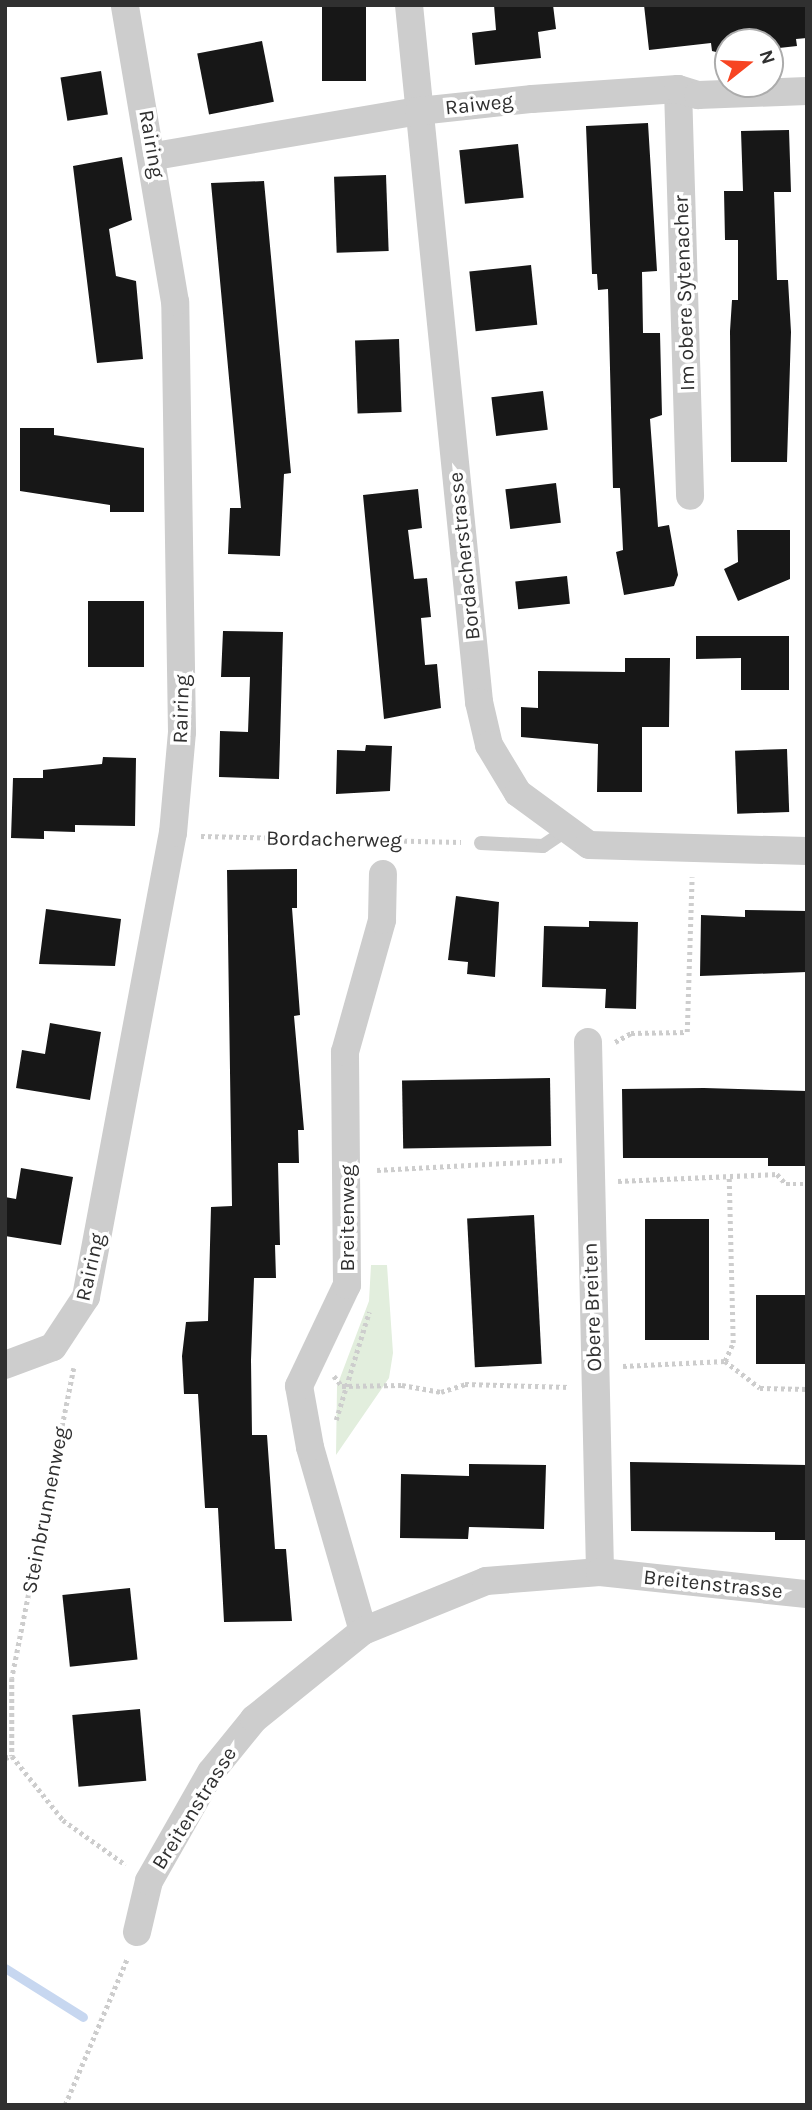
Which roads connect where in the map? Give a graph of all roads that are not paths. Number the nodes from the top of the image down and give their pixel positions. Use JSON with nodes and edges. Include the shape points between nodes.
{"nodes":[{"id":1,"x":125,"y":5,"type":"edge"},
{"id":2,"x":409,"y":5,"type":"edge"},
{"id":3,"x":678,"y":89,"type":"junction"},
{"id":4,"x":807,"y":90,"type":"edge"},
{"id":5,"x":419,"y":111,"type":"junction"},
{"id":6,"x":155,"y":156,"type":"junction"},
{"id":7,"x":690,"y":496,"type":"dead end"},
{"id":8,"x":564,"y":832,"type":"junction"},
{"id":9,"x":481,"y":843,"type":"dead end"},
{"id":10,"x":807,"y":851,"type":"edge"},
{"id":11,"x":383,"y":874,"type":"dead end"},
{"id":12,"x":588,"y":1051,"type":"road end"},
{"id":13,"x":5,"y":1365,"type":"edge"},
{"id":14,"x":600,"y":1572,"type":"junction"},
{"id":15,"x":807,"y":1594,"type":"edge"},
{"id":16,"x":363,"y":1631,"type":"junction"},
{"id":17,"x":137,"y":1932,"type":"road end"}],
"edges":[{"from":1,"to":6,"type":"street","name":"Rairing"},
{"from":2,"to":5,"type":"street","name":"Bordacherstrasse"},
{"from":3,"to":4,"type":"street","name":"Raiweg","via":[[698,94]]},
{"from":3,"to":5,"type":"street","name":"Raiweg"},
{"from":3,"to":7,"type":"street","name":"Im obere Sytenacher"},
{"from":5,"to":6,"type":"street","name":"Raiweg"},
{"from":5,"to":8,"type":"street","name":"Bordacherstrasse","via":[[479,702],[489,745],[518,793]]},
{"from":6,"to":13,"type":"street","name":"Rairing","via":[[179,361],[182,732],[173,833],[91,1271],[70,1329],[53,1347]]},
{"from":8,"to":9,"type":"lane","via":[[543,846]]},
{"from":8,"to":10,"type":"street","name":"Bordacherstrasse","via":[[605,849]]},
{"from":11,"to":16,"type":"street","name":"Breitenweg","via":[[382,920],[345,1052],[347,1285],[299,1386],[310,1447]]},
{"from":12,"to":14,"type":"street","name":"Obere Breiten"},
{"from":14,"to":15,"type":"street","name":"Breitenstrasse"},
{"from":14,"to":16,"type":"street","name":"Breitenstrasse","via":[[486,1581]]},
{"from":16,"to":17,"type":"street","name":"Breitenstrasse","via":[[254,1719],[212,1772],[149,1881]]}]}
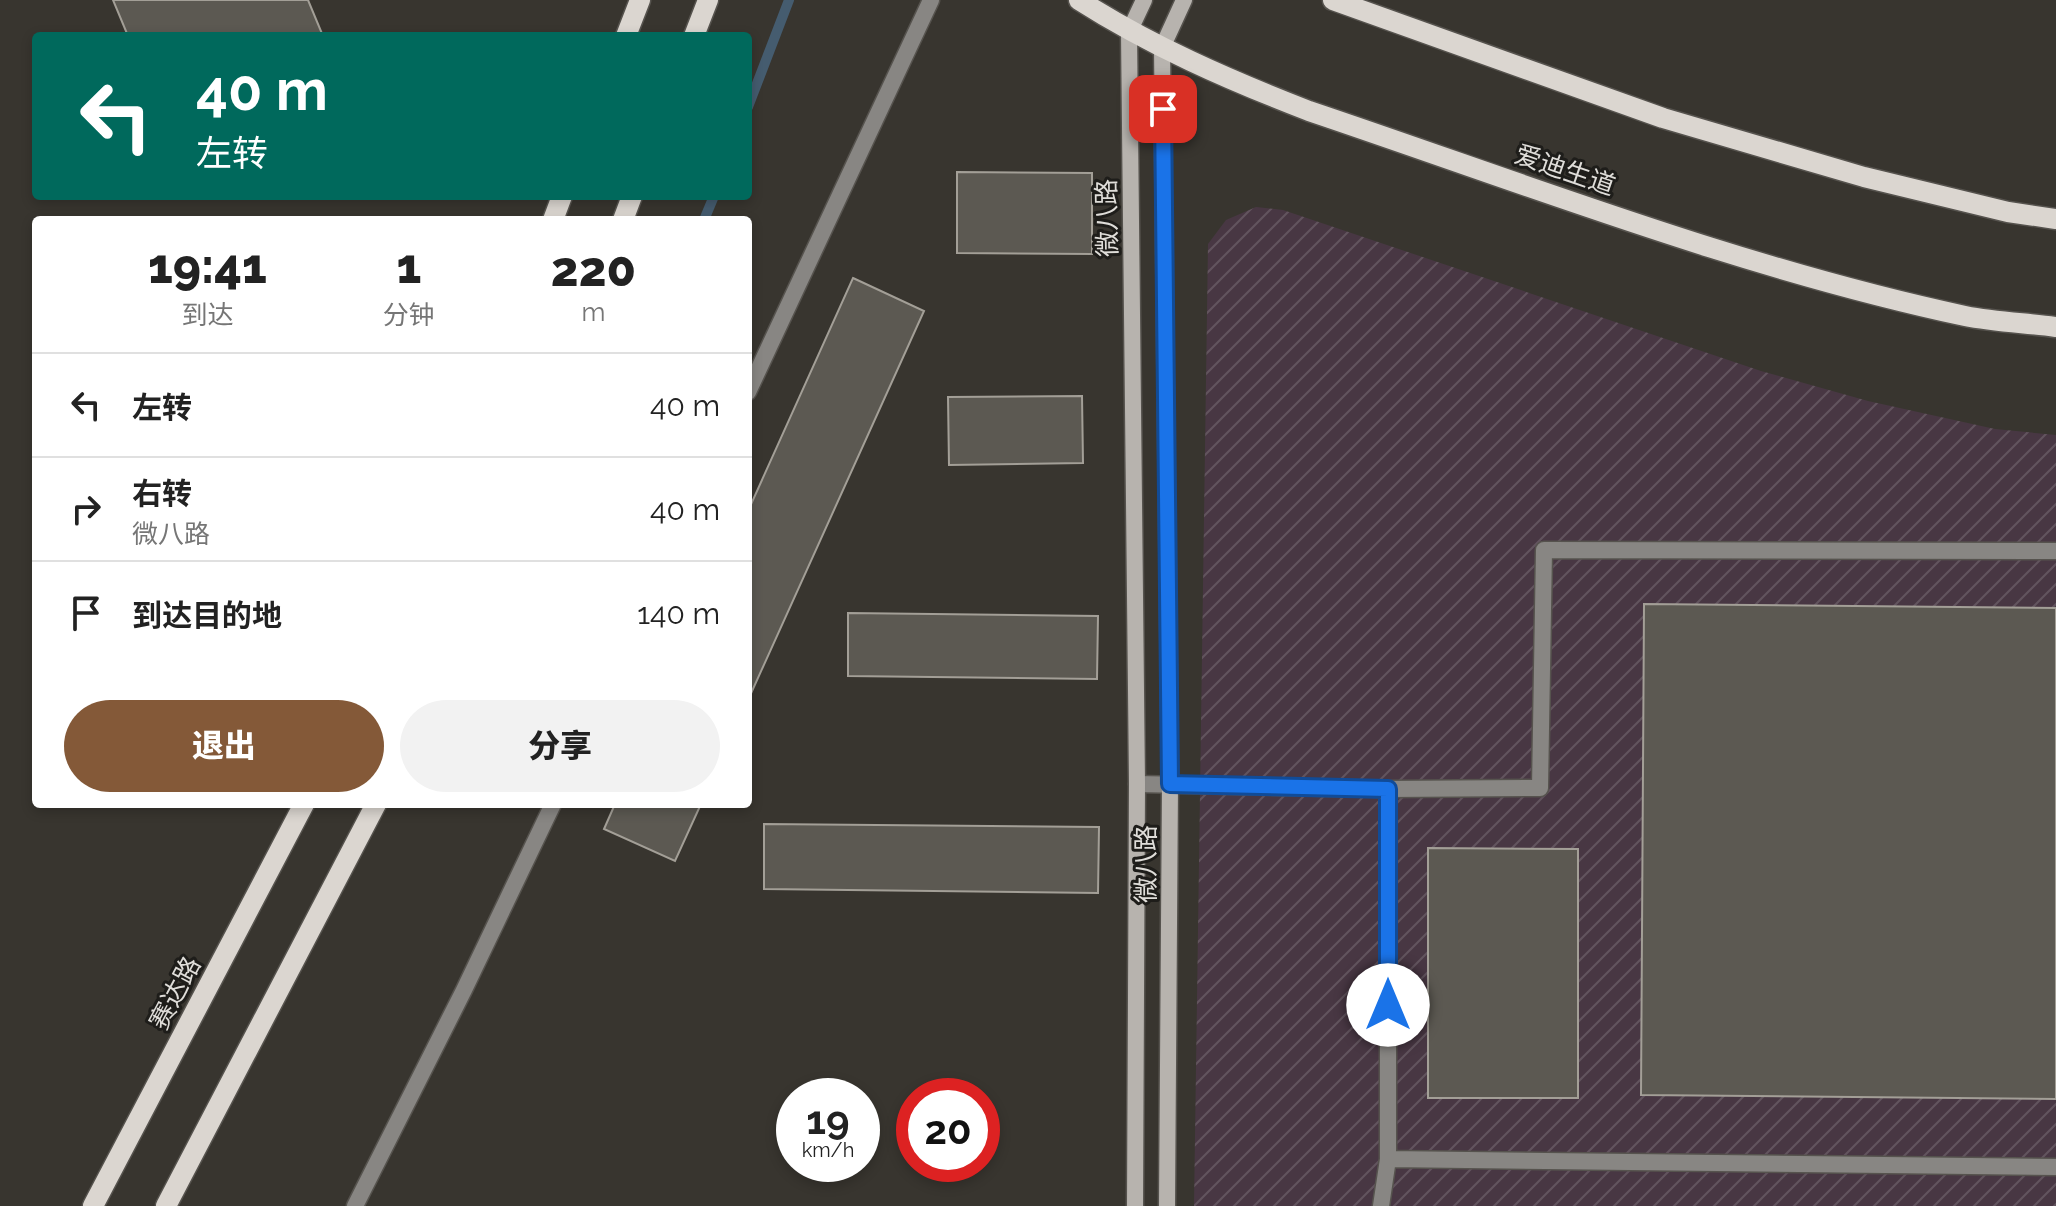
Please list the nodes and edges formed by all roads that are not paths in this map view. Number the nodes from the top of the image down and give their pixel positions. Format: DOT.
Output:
graph roads {
  1 [pos="640,0"];
  2 [pos="708,0"];
  3 [pos="931,0"];
  4 [pos="1079,0"];
  5 [pos="1144,0"];
  6 [pos="1184,0"];
  7 [pos="1333,0"];
  8 [pos="628,32"];
  9 [pos="696,32"];
  10 [pos="1129,32"];
  11 [pos="1162,48"];
  12 [pos="2056,219"];
  13 [pos="2056,327"];
  14 [pos="752,383"];
  15 [pos="2056,551"];
  16 [pos="1137,784"];
  17 [pos="1170,784"];
  18 [pos="1388,789"];
  19 [pos="302,808"];
  20 [pos="374,808"];
  21 [pos="551,808"];
  22 [pos="1388,1159"];
  23 [pos="2056,1167"];
  24 [pos="93,1206"];
  25 [pos="166,1206"];
  26 [pos="355,1206"];
  27 [pos="1135,1206"];
  28 [pos="1167,1206"];
  29 [pos="1381,1206"];
  1 -- 8 [label="main road"];
  2 -- 9 [label="main road"];
  3 -- 14 [label="street"];
  4 -- 10 [label="main road, 爱迪生道"];
  5 -- 10 [label="street, 微八路"];
  6 -- 11 [label="street, 微八路"];
  7 -- 12 [label="main road"];
  10 -- 11 [label="main road, 爱迪生道"];
  10 -- 16 [label="street, 微八路"];
  11 -- 13 [label="main road, 爱迪生道"];
  11 -- 17 [label="street, 微八路"];
  15 -- 18 [label="street"];
  16 -- 17 [label="street"];
  16 -- 27 [label="street, 微八路"];
  17 -- 18 [label="street"];
  17 -- 28 [label="street, 微八路"];
  18 -- 22 [label="street"];
  19 -- 24 [label="main road, 赛达路"];
  20 -- 25 [label="main road"];
  21 -- 26 [label="street"];
  22 -- 23 [label="street"];
  22 -- 29 [label="street"];
}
----------------
## EXERCISE
What are the lines above that hold the string "their"? Copy them.

## SOLVED EXERCISE
Which roads connect where in the map? Give a graph of all roads that are not paths. Number the nodes from the top of the image down and give their pixel positions. Use JSON with nodes and edges. Include the shape points between nodes.
Please list the nodes and edges formed by all roads that are not paths in this map view. Number the nodes from the top of the image down and give their pixel positions. Format: DOT.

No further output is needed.